Ma c’è un’altra occasione in cui la dissimulazione torna utile. Durante i conflitti tra clienti. Mi successe una volta, di finire in mezzo a moglie e marito, durante un dibattito circa l’eventualità di sistemare l’antica (è il termine esatto… forse anche “arcaica” andrebbe bene…) cucina. Lui era assolutamente contrario per motivi di affetto (fatta dal nonno). Lei voleva applicare una trasformazione TOTALE. L’accordo pareva esser stato raggiunto con una rimodernata nei materiali e nei colori, ma comunque rispettando le preesistenze.
Nemmeno la sovrintendenza archeologica pianta tante grane…

Durante la conversazione, il tipo guarda il progetto e fa “Sì, mi piace. Ma questo piano di lavoro… sarà difficile adattarlo all’acquaio di mio nonno?” “Veramente” faccio io “l’acquaio non può essere recuperato a meno di ingenti spese. E’ in condizioni terribili. La sostituzione con un elemento più moderno e funzionale costerebbe molto di meno” interviene lei col veleno iniettato negli occhi “Quello è il primo che parte, capito?” lui si gira come una serpe “No, quello RIMANE. ERA DI MIO NONNO!” e lei risponde “Sai che c’è? Tuo nonno non capiva un CAZZO e tu sei uno STRONZO!
Condussi, durante la conversazione tra i coniugi, una magistrale manovra di dissimulazione, conducendo uno studio approfondito su un buco nel tavolo di legno. La cosa finì lì, anche perchè lui pretendeva di completare il progetto, dopo una campagna di rilievi sulla sua persona.
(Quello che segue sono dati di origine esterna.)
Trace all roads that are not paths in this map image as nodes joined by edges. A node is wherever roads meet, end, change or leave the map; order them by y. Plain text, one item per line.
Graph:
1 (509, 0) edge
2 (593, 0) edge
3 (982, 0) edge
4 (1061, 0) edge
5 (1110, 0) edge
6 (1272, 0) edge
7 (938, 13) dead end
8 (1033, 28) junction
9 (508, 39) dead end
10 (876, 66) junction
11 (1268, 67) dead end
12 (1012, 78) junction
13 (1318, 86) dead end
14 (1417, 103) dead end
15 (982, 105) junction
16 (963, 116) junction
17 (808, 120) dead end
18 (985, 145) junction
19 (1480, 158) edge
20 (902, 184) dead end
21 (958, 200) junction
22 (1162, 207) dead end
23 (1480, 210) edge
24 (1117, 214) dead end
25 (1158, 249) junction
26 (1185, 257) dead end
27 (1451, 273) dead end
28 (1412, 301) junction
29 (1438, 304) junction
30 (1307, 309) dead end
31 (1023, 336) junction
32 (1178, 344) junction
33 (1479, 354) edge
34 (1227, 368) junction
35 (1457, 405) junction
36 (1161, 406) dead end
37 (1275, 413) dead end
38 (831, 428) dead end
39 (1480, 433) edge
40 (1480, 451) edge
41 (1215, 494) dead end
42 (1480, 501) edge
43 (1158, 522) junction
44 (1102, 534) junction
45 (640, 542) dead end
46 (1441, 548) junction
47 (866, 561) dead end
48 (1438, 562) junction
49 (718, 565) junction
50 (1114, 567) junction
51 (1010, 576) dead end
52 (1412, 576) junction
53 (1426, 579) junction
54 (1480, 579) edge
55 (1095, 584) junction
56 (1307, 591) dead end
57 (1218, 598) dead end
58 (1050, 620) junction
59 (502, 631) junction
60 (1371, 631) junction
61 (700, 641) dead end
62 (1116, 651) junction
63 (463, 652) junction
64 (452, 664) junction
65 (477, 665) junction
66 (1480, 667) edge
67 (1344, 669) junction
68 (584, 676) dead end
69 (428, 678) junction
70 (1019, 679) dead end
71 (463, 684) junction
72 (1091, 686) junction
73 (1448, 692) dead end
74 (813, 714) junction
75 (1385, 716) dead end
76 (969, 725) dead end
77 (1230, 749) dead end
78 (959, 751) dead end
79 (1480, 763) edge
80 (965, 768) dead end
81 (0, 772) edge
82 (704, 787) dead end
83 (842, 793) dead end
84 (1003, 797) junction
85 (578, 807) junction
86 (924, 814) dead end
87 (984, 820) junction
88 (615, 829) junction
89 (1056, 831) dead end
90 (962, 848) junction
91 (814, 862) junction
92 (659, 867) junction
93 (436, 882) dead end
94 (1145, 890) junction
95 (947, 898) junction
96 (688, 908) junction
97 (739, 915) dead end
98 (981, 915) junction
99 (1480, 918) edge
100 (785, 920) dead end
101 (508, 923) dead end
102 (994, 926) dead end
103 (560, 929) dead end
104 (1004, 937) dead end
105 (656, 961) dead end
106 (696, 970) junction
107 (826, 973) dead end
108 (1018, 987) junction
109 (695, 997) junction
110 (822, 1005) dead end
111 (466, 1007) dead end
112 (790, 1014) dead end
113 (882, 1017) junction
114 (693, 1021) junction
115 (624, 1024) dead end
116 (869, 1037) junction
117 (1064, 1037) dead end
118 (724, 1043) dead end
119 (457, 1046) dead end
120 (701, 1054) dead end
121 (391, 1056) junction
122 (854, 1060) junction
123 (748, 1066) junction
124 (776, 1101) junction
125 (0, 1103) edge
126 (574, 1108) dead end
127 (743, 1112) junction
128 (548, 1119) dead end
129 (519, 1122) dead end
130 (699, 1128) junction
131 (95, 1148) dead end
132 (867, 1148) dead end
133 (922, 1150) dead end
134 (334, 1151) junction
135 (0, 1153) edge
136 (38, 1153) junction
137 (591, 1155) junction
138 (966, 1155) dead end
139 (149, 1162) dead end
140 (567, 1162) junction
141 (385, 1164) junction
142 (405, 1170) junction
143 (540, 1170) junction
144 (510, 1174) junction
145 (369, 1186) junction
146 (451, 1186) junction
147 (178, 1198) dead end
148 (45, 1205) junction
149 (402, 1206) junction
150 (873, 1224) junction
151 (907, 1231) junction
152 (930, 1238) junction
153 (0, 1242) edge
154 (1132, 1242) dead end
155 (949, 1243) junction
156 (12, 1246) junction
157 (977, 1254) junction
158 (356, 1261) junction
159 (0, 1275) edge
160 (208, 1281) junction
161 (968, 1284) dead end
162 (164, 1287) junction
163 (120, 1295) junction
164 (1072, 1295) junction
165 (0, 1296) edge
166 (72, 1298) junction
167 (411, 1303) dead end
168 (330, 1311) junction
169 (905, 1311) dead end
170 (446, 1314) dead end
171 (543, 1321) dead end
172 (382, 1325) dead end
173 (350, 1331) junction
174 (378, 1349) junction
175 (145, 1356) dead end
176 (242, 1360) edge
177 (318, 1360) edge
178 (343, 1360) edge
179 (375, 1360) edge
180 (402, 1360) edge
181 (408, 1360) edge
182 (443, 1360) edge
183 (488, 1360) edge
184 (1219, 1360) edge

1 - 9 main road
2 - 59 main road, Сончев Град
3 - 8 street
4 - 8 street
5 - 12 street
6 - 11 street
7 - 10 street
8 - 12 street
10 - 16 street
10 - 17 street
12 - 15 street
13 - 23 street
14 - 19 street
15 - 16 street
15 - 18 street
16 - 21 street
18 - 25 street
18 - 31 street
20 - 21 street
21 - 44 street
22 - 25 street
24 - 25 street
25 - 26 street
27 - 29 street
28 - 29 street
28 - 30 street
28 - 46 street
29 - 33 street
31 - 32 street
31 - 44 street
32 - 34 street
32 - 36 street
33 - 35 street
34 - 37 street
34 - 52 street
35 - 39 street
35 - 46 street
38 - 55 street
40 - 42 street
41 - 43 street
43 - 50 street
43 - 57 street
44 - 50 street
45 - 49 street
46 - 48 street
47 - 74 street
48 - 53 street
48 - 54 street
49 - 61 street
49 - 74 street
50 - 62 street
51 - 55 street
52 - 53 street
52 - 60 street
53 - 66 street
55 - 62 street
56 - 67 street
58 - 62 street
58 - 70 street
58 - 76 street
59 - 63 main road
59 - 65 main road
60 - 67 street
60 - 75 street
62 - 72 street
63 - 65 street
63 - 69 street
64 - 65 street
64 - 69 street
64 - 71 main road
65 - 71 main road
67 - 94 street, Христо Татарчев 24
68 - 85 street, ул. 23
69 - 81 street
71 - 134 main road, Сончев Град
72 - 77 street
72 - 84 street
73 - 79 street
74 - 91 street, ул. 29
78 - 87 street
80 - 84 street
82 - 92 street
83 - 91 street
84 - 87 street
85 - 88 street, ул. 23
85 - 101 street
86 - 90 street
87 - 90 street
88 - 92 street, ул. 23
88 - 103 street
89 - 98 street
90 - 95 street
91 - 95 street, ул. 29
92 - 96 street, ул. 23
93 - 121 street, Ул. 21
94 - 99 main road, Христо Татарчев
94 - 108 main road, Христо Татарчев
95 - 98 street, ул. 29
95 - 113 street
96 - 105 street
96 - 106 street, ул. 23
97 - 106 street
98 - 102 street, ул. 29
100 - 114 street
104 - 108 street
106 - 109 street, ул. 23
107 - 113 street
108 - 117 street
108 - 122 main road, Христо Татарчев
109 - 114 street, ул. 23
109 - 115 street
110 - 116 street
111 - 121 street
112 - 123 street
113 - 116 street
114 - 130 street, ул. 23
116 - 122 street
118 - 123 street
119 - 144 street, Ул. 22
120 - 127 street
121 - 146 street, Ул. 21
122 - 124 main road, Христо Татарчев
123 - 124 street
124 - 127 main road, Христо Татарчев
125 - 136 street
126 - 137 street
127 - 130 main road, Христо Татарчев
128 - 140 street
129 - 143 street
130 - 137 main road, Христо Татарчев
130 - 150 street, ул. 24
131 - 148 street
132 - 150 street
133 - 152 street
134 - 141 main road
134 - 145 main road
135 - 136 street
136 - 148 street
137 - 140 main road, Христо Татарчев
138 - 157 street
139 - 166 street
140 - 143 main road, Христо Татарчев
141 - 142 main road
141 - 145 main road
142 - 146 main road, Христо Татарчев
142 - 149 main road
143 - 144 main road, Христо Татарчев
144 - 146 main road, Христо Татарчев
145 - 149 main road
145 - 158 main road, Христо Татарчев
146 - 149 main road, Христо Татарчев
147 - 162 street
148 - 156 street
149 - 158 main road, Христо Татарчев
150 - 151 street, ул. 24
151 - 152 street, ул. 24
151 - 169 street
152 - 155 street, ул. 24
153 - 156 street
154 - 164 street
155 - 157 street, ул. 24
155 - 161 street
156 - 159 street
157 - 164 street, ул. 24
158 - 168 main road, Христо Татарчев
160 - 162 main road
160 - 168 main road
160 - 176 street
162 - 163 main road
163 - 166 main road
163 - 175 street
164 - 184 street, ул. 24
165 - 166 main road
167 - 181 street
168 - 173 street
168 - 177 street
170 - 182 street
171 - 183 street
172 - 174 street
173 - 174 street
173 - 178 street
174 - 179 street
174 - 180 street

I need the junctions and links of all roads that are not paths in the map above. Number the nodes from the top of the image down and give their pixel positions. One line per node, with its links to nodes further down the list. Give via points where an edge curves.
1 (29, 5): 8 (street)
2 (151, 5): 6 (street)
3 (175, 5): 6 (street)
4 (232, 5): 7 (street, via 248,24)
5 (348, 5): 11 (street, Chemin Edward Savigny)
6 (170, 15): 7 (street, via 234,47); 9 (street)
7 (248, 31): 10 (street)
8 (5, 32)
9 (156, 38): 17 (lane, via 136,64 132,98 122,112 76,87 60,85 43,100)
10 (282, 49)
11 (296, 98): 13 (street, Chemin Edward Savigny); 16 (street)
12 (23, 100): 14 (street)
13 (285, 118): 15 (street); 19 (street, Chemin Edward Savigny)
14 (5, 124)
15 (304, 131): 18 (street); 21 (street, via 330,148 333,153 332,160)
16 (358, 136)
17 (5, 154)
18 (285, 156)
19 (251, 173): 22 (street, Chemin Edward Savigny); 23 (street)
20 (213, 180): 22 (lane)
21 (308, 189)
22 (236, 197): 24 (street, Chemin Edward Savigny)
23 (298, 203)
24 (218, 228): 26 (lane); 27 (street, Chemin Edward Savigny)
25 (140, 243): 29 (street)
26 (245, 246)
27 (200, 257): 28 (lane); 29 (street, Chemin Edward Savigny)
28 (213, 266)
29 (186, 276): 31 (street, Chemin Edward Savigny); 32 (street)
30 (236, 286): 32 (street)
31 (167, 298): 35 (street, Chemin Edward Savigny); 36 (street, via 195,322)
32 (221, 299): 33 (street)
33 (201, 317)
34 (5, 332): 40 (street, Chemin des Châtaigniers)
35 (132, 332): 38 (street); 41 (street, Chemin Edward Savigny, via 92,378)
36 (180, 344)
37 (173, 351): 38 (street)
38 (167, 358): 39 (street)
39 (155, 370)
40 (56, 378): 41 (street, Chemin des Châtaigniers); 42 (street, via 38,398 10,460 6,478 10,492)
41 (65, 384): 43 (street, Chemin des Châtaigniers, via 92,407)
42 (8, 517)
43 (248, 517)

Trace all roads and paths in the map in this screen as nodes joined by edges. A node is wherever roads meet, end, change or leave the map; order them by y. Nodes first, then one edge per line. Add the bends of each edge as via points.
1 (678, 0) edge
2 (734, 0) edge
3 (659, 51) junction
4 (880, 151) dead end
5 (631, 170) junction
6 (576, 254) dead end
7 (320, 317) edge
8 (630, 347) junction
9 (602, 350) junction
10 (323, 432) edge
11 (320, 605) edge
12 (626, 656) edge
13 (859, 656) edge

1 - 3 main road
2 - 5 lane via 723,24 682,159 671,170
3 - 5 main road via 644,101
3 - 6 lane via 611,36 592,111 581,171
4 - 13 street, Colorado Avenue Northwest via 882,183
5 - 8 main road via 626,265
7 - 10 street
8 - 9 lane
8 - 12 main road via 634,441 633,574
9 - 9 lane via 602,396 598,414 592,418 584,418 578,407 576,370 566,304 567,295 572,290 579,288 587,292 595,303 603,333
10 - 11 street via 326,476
Sosteneva che prima di progettare la SUA cucina, dovevo prendere le SUE misure da seduto, il piedi, mentre prendeva la brocca, mentre era chinato… cercai di spiegare che veniamo addestrati all’università a queste misure, ma fu come parlare a una soglia di travertino. Indisponente, diciamo.
Per oggi chiudo ragazzuoli, ma la storia è ancora lunga e dolorosa…
Vi abbraccio!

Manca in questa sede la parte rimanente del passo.